12 de março de 2014
Quem Conta um Conto (Março): O Conto da Ísis || Noite dos Corvos
Fora rápido, indolor e, precisava admitir, bem profissional.
Ela o vira desaparecer diante de seus olhos. Em um momento, ele estava lá, inteiro, vivo, talvez pensando... No segundo seguinte, nada disso era verdade. Não era o primeiro, nem o segundo, nem mesmo o décimo. Porém, definitivamente desejava que fosse o último.
Houvera desaparecimentos assim antes, ela entendera, e nenhum deles havia deixado escapar um pequeno gemido sequer.
Agora, sabia o porquê.
Há mais ou menos um mês atrás, o sol praticamente desaparecera por trás de inúmeras nuvens em formato estranho. Desde então, o mundo que ela conhecia havia se transformado. Não havia dúvidas de que o sol permanecia em seu lugar de sempre, e com o mesmo brilho de sempre.
Aquelas nuvens, todavia, qualquer um podia notar, estavam no lugar errado, na hora errada. Ou, melhor ainda, as próprias nuvens eram erradas. Havia qualquer coisa que se traduzia como totalmente errada naquelas formas estranhas.
E ela sabia disso, testemunhara, na noite em que haviam encoberto o céu, apagando a lua e as estrelas. Vira não somente o estanho fenômeno em si, como também a sombra de um movimento que chamará sua atenção.
Um jovem garoto, que parecera aparecer do nada, caminhando em direção a uma poça que ela jurava não estar ali antes. Contudo, ele simplesmente caminhara até o centro daquele pequeno corpo d'água, como se fosse a coisa mais natural do mundo.
Ela não entendera, até então, o que estava acontecendo, ou por quê. De repente, nada fizera sentido. Sentira-se como se alguém a tivesse virado de cabeça para baixo, ou como se a tivessem segurado com a cabeça para cima, enquanto o mundo inteiro invertia-se 180º... Na vertical.
Aquele momento de loucura agravara-se quando ouvira os chamados dos corvos. Ao olhar para cima, vira inúmeros deles suficientes para quase formarem uma segunda nuvem negra, direcionada a um único ponto: o garoto.
O menino, contudo, permanecia imóvel, impávido.
Do outro lado, ela estava tremendo toda, das pontas dos pés até às pálpebras, sem qualquer controle sobre seu corpo. O ar subitamente estéril também não estava ajudando.

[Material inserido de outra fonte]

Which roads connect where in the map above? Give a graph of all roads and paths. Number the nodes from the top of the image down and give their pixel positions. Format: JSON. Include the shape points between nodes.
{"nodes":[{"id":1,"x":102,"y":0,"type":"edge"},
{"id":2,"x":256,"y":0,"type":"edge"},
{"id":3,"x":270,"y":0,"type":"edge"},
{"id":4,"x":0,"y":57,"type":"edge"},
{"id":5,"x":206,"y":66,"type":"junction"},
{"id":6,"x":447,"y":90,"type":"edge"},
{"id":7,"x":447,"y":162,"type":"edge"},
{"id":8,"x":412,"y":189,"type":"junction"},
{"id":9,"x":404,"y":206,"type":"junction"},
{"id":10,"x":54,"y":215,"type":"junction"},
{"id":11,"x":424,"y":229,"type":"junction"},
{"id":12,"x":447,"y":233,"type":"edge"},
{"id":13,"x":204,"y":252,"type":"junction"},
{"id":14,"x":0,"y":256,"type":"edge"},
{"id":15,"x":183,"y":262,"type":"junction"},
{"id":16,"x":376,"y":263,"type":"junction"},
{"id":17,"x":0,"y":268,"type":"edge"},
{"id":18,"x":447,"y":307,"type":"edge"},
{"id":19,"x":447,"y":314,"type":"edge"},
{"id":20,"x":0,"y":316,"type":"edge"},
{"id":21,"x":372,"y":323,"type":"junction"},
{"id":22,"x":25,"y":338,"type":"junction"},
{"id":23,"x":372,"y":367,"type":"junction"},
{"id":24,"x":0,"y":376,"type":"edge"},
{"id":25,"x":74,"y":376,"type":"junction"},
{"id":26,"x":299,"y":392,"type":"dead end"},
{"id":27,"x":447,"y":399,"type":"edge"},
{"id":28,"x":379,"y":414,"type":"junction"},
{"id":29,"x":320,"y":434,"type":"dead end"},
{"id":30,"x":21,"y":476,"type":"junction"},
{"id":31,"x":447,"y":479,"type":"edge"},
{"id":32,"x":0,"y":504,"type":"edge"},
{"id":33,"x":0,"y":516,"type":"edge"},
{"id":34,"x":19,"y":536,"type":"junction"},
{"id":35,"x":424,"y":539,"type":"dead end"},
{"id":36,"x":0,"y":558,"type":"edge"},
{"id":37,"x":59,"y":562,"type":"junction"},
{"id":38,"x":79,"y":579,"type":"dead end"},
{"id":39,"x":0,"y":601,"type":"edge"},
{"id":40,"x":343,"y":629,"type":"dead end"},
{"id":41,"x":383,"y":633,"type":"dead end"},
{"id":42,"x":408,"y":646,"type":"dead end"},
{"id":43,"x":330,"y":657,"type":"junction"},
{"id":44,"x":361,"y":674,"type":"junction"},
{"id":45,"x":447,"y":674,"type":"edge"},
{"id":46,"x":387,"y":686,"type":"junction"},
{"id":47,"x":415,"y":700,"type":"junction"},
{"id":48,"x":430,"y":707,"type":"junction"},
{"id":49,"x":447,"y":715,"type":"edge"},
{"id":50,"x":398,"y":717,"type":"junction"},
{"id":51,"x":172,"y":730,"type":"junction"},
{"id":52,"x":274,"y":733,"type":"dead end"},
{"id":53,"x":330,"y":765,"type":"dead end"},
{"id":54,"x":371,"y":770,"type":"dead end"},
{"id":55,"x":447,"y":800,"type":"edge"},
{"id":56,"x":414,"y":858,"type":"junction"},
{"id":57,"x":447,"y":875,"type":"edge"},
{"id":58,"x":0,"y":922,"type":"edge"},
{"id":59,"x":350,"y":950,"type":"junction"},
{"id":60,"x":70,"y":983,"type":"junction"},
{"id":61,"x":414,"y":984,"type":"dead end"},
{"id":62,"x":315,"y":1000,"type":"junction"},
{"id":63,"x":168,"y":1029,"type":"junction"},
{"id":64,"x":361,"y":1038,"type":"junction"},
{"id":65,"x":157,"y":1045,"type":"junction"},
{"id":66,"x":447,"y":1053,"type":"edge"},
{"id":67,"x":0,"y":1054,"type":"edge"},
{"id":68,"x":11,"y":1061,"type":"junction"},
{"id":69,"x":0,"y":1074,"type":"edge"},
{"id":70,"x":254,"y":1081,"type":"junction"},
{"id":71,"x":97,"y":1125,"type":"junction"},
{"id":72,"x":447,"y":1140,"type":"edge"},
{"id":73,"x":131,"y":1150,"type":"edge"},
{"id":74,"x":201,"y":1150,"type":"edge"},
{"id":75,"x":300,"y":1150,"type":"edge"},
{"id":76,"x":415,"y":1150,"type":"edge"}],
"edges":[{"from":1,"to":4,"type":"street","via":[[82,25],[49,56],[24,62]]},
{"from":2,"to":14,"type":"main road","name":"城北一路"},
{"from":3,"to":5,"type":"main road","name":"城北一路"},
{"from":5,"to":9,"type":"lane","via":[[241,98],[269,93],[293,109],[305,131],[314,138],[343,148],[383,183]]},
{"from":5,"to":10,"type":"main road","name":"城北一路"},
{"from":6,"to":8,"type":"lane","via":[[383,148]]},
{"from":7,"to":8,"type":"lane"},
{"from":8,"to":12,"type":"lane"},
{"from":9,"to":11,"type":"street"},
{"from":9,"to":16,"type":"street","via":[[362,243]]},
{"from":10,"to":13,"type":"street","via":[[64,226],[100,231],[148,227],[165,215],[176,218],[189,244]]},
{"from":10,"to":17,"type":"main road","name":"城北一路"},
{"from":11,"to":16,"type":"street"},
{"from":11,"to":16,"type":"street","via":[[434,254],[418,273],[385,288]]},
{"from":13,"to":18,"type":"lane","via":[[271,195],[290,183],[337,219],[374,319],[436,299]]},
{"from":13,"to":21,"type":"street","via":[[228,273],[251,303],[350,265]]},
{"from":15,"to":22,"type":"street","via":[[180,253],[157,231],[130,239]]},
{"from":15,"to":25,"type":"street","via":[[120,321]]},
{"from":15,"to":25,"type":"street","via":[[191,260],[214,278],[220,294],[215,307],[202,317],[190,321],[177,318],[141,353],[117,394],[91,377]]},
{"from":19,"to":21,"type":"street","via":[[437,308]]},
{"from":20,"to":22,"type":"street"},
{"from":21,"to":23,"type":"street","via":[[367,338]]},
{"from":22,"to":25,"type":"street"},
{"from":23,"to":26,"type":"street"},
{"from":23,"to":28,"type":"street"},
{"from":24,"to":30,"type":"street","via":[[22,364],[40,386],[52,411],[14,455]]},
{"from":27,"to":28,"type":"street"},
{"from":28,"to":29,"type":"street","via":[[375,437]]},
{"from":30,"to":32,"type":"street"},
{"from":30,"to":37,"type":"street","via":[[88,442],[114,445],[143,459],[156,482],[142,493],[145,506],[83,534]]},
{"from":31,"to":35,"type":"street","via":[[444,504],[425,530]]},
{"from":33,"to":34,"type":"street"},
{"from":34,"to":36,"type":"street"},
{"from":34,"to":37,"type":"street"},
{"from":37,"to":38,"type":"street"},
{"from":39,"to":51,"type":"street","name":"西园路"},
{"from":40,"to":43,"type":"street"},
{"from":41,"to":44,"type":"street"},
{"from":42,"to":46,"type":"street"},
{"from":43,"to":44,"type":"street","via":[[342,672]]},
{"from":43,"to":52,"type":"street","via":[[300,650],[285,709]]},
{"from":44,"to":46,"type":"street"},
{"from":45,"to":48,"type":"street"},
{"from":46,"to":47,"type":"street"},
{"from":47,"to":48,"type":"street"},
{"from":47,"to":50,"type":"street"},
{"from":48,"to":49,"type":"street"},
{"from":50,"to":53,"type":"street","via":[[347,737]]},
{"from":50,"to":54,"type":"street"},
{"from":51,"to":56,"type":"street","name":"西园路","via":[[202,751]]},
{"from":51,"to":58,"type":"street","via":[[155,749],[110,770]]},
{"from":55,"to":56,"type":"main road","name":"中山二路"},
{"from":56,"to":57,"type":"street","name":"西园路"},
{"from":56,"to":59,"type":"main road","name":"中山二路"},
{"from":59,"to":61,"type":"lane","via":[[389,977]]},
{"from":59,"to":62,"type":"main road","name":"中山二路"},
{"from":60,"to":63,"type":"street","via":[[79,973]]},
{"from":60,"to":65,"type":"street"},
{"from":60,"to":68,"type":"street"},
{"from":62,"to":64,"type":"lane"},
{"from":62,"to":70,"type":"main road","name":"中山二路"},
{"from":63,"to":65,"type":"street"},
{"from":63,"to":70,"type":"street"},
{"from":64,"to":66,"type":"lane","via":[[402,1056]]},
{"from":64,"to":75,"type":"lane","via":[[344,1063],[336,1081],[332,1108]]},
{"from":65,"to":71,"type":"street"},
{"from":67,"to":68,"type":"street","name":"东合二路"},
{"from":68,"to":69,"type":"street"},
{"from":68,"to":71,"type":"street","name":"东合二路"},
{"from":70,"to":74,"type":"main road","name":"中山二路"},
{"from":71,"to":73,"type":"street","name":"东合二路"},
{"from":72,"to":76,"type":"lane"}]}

Seus espasmos apenas pioraram quando vira os inúmeros pontos vermelhos dentro da nuvem negra, aproximando-se rapidamente. Precisara enfiar uma mão quase inteira dentro da própria boca para calar o grito que desesperadamente queria soltar.
O garoto, todavia, apenas levantara um braço, como se os chamasse para si. Claramente ele não estava assustado.
Fora assim que ela pensara, pelo menos.
Mas, segundos antes dos corvos o alcançarem, ele olhara na direção dela. Se ele a vira ou não, a moça não tinha certeza, mas a expressão em seus olhos jamais a deixaria em paz, mesmo que ela vivesse mil anos.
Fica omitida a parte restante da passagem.